Collecting User Traces
- Owner: Trevor O'Brien
Given an interface, our first step is to run users on the interface and log these user interactions. We want to log actions at a sufficiently low level so that a GOMS model can be generated from the data. When possible, we'd also like to log data using additional sensing technologies, such as pupil-tracking, muscle-activity monitoring and auditory recognition; this information will help to analyze the explicit contributions of perception, cognition and motor skills with respect to user performance.
Generalizing User Traces
- Owner: Trevor O'Brien
The user traces that are collected are tied to a specific interface. In order to use them with different interfaces to the same application, they should be generalized to be based only on the functional description of the application and the user's goal hierarchy. This would abstract away from actions like accessing a menu.

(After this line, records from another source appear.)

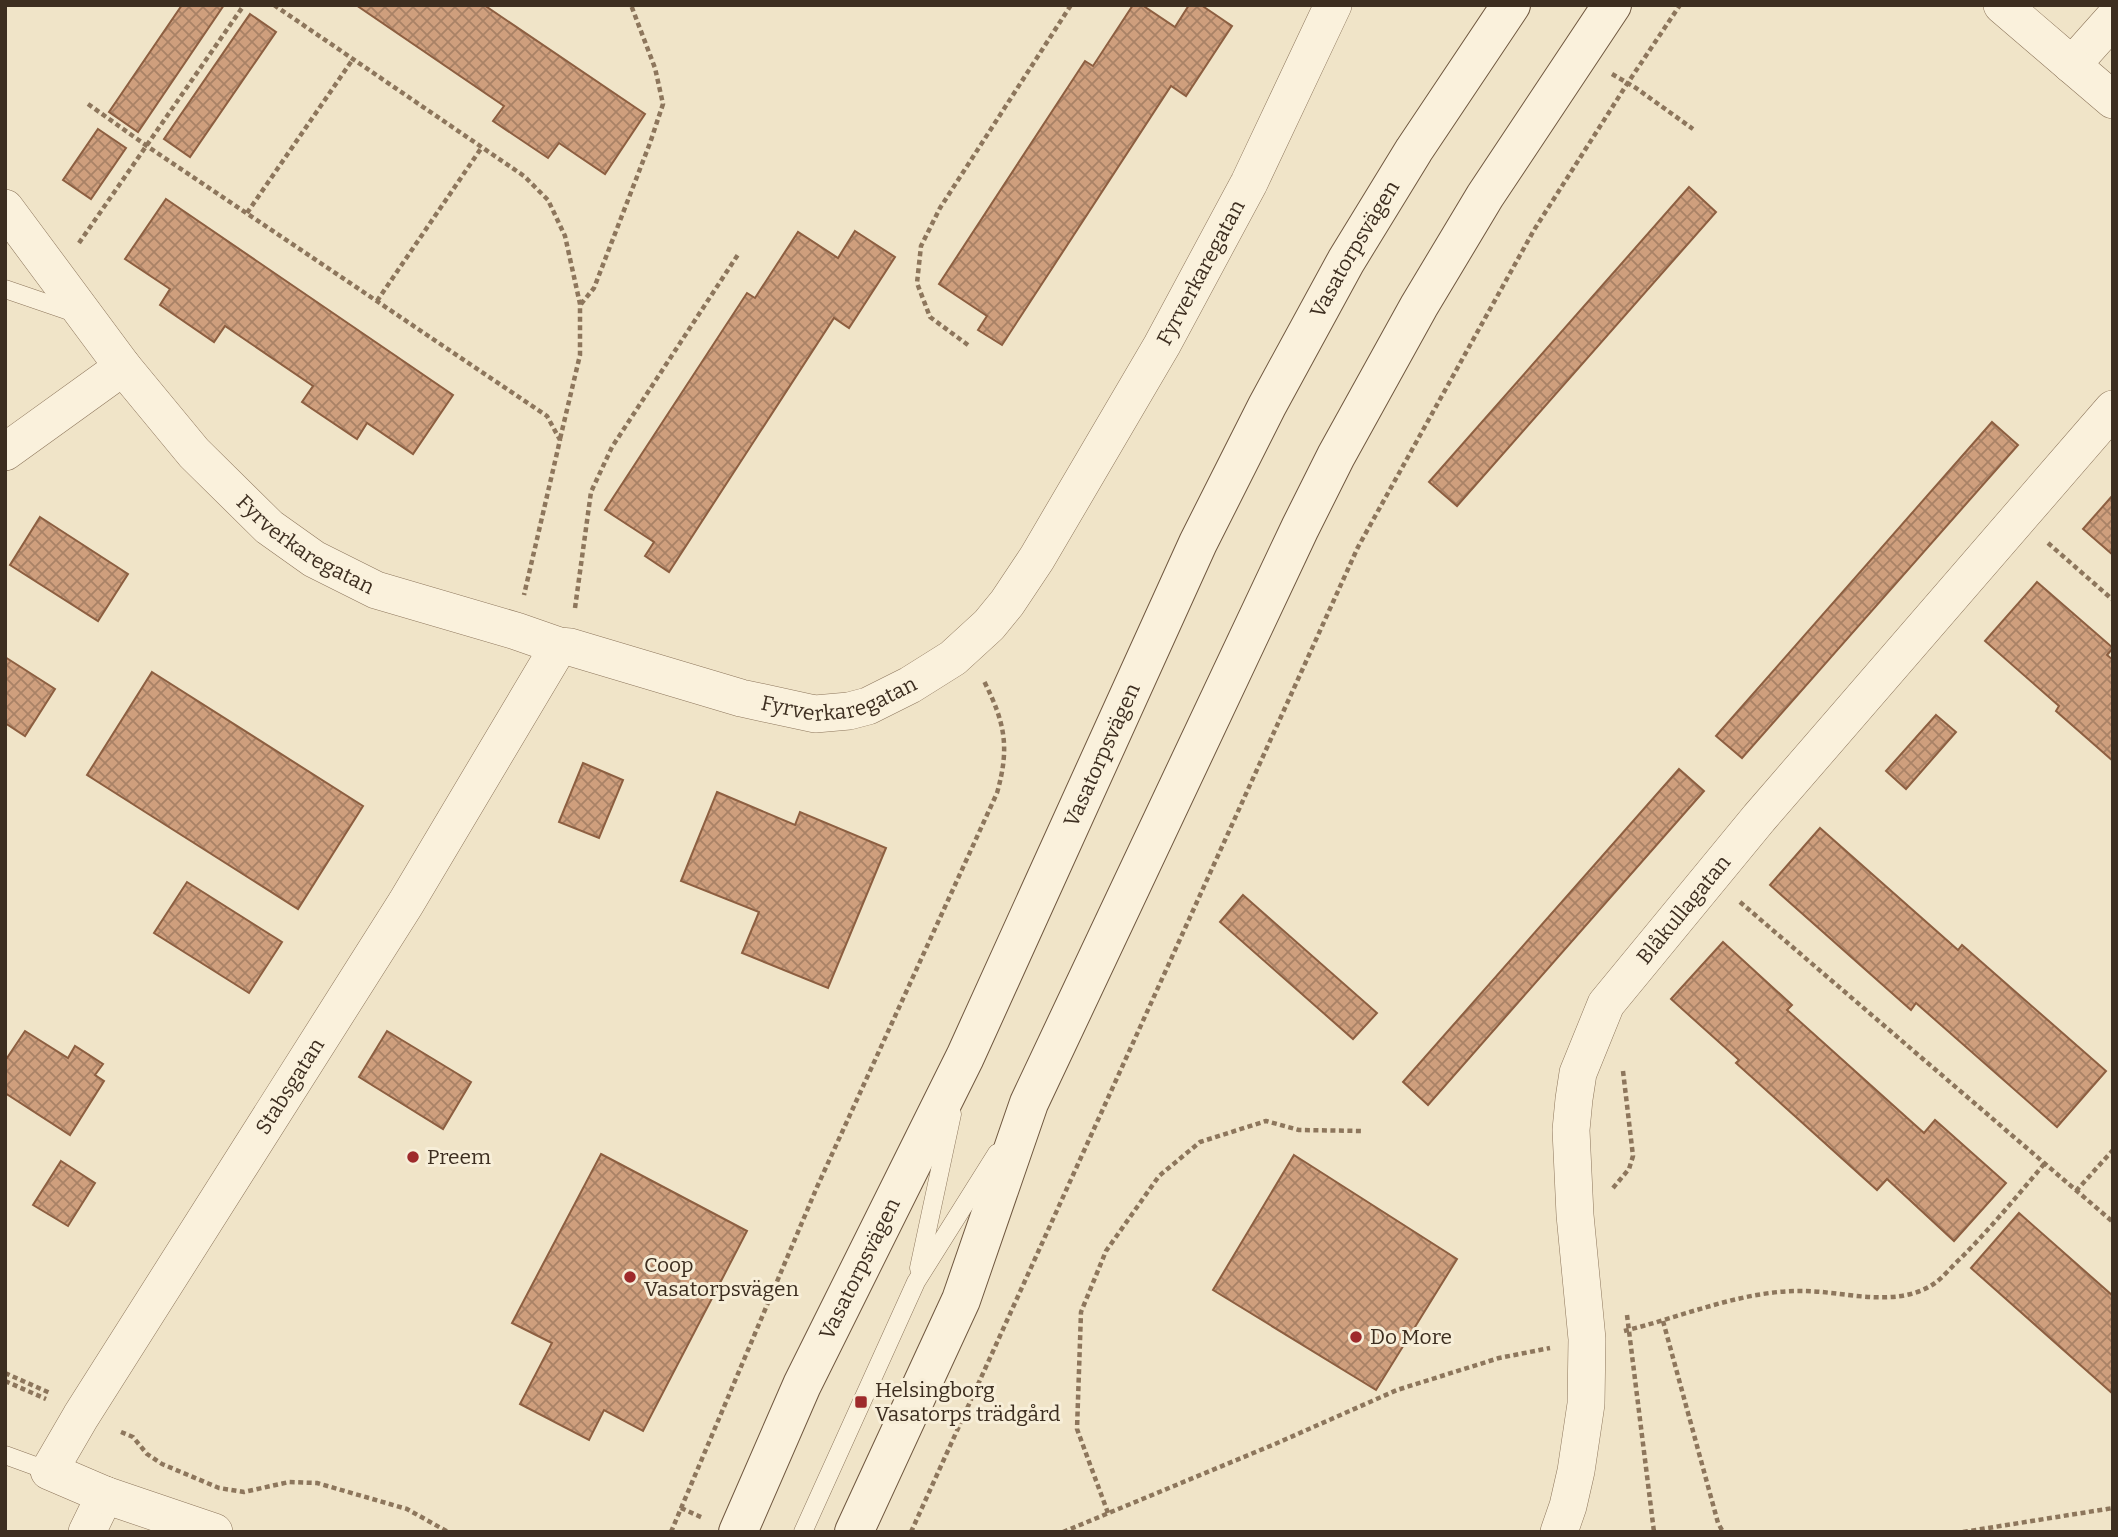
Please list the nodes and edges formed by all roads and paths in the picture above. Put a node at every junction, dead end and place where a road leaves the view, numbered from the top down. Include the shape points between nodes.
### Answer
1 (244, 5) edge
2 (274, 5) edge
3 (631, 5) edge
4 (1071, 5) edge
5 (1333, 5) edge
6 (1511, 5) edge
7 (1612, 5) edge
8 (1680, 5) edge
9 (2002, 5) edge
10 (2113, 19) edge
11 (353, 59) junction
12 (2072, 65) junction
13 (2113, 100) edge
14 (88, 104) dead end
15 (147, 146) junction
16 (482, 147) junction
17 (5, 208) edge
18 (247, 214) junction
19 (739, 253) dead end
20 (51, 270) junction
21 (5, 289) edge
22 (377, 301) junction
23 (580, 304) junction
24 (87, 317) junction
25 (968, 345) dead end
26 (123, 367) junction
27 (2113, 409) edge
28 (560, 440) junction
29 (5, 452) edge
30 (2018, 517) junction
31 (2058, 533) dead end
32 (2049, 544) junction
33 (2113, 600) edge
34 (516, 631) junction
35 (967, 646) junction
36 (564, 647) junction
37 (1711, 876) junction
38 (965, 1057) junction
39 (1624, 1064) dead end
40 (1028, 1103) junction
41 (1363, 1130) dead end
42 (2113, 1150) edge
43 (2045, 1163) junction
44 (2076, 1191) junction
45 (1606, 1196) dead end
46 (2113, 1222) edge
47 (916, 1282) junction
48 (1625, 1303) dead end
49 (1663, 1321) junction
50 (1629, 1329) junction
51 (1558, 1346) dead end
52 (5, 1373) edge
53 (5, 1381) edge
54 (46, 1399) dead end
55 (86, 1409) junction
56 (121, 1432) dead end
57 (5, 1455) edge
58 (49, 1471) junction
59 (105, 1495) junction
60 (2113, 1508) edge
61 (1108, 1513) junction
62 (87, 1532) edge
63 (214, 1532) edge
64 (447, 1532) edge
65 (671, 1532) edge
66 (737, 1532) edge
67 (803, 1532) edge
68 (854, 1532) edge
69 (911, 1532) edge
70 (1063, 1532) edge
71 (1559, 1532) edge
72 (1654, 1532) edge
73 (1723, 1532) edge
74 (1963, 1532) edge

1 - 15 path
2 - 11 path
3 - 23 path via 663,104 594,288
4 - 25 path via 940,208 921,246 917,283 930,317
5 - 35 street, Fyrverkaregatan via 1249,183 1162,345 1022,580
6 - 38 main road, Vasatorpsvägen via 1346,261 1267,407 1198,543
7 - 40 main road via 1485,196 1336,457 1261,606
8 - 69 path via 1534,230 1358,547
9 - 12 street
10 - 12 street
11 - 16 path
11 - 18 path
12 - 13 street
14 - 15 path
15 - 18 path
15 - 20 path via 84,237
16 - 22 path
16 - 23 path via 524,176 548,200 565,236
17 - 20 street, Fyrverkaregatan
18 - 22 path
19 - 36 path via 612,447 591,492
20 - 24 street, Fyrverkaregatan
21 - 24 lane
22 - 28 path via 547,416
23 - 28 path via 580,355
24 - 26 street, Fyrverkaregatan
26 - 29 street
26 - 34 street, Fyrverkaregatan via 243,504 314,559 376,590
27 - 30 street, Blåkullagatan
28 - 34 path
30 - 32 path
30 - 37 street, Blåkullagatan
31 - 32 path
32 - 33 path
34 - 36 street, Fyrverkaregatan
35 - 36 street, Fyrverkaregatan via 933,673 885,699 849,711 815,714 741,698
35 - 65 path via 1003,727 1005,758 997,793 817,1187
36 - 55 street, Stabsgatan
37 - 43 path
37 - 71 street, Blåkullagatan via 1606,1004 1578,1073 1572,1130 1587,1339 1586,1404 1576,1471
38 - 47 lane
38 - 66 main road, Vasatorpsvägen via 802,1384
39 - 45 path via 1633,1156
40 - 47 lane
40 - 68 main road via 961,1300
41 - 61 path via 1299,1130 1266,1121 1200,1142 1159,1176 1106,1251 1081,1312 1077,1429
42 - 44 path
43 - 44 path
43 - 49 path via 1933,1285 1888,1297 1774,1292
44 - 46 path
47 - 67 lane
48 - 50 path
49 - 50 path
49 - 73 path
50 - 72 path
51 - 61 path via 1499,1358 1397,1390
52 - 55 path
53 - 54 path
55 - 58 street, Stabsgatan
56 - 64 path via 162,1464 219,1488 244,1492 289,1482 317,1483 407,1509
57 - 58 lane
58 - 59 street
59 - 62 street
59 - 63 street
60 - 74 path
61 - 70 path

In addition to specific user traces, many modules could use a transition probability matrix based on interaction predictions.
Parallel Framework for Evaluation Modules
- Owner: Adam Darlow, Eric Sodomka
This section will describe in more detail the inputs, outputs and architecture that were presented in the introduction.
Evaluation and Recommendation via Modules
- Owner: E J Kalafarski
This section describes the aggregator, which takes the output of multiple independent modules and aggregates the results to provide (1) an evaluation and (2) recommendations for the user interface. We should explain how the aggregator weights the output of different modules (this could be based on historical performance of each module, or perhaps based on E.J.'s cognitive/HCI guidelines).
Sample Modules
CPM-GOMS
- Owners: Steven Ellis
This module will provide interface evaluations and suggestions based on a CPM-GOMS model of cognition for the given interface. It will provide a quantitative, predictive, cognition-based parameterization of usability. From empirically collected data, user trajectories through the model (critical paths) will be examined, highlighting bottlenecks within the interface, and offering suggested alterations to the interface to induce more optimal user trajectories.
HCI Guidelines
- Owner: E J Kalafarski
This section could include an example or two of established design guidelines that could easily be implemented as modules.
Fitts's Law
- Owner: Jon Ericson
This simple module will use Fitts's Law to provide interface evaluations and recommendations.
Affordances
- Owner: Jon Ericson
This simple module will provide interface evaluations and recommendations based on perceived affordances and if possible a comparison to actual affordances.
Interruptions
- Owner: Andrew Bragdon
While most usability testing focuses on low-level task performance, there is also previous work suggesting that users also work at a higher, working sphere level. This module attempts to evaluate a given interface with respect to these higher-level considerations, such as task switching.
Working Memory Load
- Owner: Gideon Goldin
This module measures how much information the user needs to retain in memory while interacting with the interface and makes suggestions for improvements.
Automaticity of Interaction
- Owner: Gideon Goldin
Measures how easily the interaction with the interface becomes automatic with experience and makes suggestions for improvements.
Integration into the Design Process
- Owner: Ian Spector
This section outlines the process of designing an HCI interface and at what stages our proposal fits in and how.
Preliminary Results
Each person should come up with a single paragraph describing fictional (or not) preliminary results pertaining to their owned specific aims and contributions.
[Criticisms]
- Owner: Andrew Bragdon
Any criticisms or questions we have regarding the proposal can go here.